*Assignment*. Figure out how many lines of the listing include the string "paths"; the reply is only that number.

*Entries supplied*.
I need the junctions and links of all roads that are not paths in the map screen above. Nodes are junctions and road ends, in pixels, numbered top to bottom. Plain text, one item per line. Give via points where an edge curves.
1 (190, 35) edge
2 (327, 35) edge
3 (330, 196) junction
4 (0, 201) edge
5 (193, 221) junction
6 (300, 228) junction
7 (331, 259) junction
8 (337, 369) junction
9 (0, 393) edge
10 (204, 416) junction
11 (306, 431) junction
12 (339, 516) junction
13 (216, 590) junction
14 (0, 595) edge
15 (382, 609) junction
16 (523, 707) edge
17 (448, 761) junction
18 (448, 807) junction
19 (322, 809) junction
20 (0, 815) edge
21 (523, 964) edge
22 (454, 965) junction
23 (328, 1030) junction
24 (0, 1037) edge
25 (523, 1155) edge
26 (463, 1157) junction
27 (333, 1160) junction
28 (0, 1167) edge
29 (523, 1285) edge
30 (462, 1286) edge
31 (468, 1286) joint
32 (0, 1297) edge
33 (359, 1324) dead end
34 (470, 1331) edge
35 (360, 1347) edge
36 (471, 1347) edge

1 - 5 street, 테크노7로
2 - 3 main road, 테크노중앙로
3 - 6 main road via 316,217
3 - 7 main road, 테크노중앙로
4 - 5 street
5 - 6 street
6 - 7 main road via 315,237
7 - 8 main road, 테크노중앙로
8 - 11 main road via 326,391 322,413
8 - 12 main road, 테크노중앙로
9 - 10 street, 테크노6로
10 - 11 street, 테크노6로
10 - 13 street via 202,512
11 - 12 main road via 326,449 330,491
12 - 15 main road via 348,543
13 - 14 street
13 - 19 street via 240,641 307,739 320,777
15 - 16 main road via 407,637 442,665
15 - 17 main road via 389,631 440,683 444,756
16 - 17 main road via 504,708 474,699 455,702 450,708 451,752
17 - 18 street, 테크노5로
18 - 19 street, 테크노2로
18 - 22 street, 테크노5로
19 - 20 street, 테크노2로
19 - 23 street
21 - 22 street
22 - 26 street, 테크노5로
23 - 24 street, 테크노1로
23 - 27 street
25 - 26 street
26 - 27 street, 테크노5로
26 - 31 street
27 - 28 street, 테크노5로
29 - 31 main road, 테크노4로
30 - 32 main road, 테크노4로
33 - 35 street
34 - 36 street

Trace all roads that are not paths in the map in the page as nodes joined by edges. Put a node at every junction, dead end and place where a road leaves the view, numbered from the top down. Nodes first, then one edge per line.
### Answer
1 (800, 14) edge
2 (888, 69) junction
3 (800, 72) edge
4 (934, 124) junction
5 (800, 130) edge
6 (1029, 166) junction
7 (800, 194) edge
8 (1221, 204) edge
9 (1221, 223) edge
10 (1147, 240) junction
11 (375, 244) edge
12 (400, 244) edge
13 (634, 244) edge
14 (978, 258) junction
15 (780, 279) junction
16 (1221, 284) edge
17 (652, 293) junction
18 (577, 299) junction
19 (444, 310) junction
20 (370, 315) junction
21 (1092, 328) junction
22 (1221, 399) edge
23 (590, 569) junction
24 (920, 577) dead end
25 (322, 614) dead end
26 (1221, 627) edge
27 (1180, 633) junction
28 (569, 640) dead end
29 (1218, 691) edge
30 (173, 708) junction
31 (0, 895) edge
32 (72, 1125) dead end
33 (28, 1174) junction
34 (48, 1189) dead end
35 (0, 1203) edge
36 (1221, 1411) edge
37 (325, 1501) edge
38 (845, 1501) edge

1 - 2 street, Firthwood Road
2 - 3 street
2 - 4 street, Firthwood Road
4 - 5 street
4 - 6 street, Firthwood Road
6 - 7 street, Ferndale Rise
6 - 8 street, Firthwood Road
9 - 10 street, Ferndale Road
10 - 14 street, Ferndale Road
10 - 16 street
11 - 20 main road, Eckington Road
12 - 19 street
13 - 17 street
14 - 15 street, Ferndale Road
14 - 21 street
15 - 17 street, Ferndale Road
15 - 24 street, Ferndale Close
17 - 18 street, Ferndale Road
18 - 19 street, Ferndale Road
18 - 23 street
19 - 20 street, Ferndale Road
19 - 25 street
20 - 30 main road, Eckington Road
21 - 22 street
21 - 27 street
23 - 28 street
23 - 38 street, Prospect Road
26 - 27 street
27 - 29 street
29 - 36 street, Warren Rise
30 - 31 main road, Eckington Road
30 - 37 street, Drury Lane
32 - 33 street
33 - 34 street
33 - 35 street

*Solution to this problem*. 2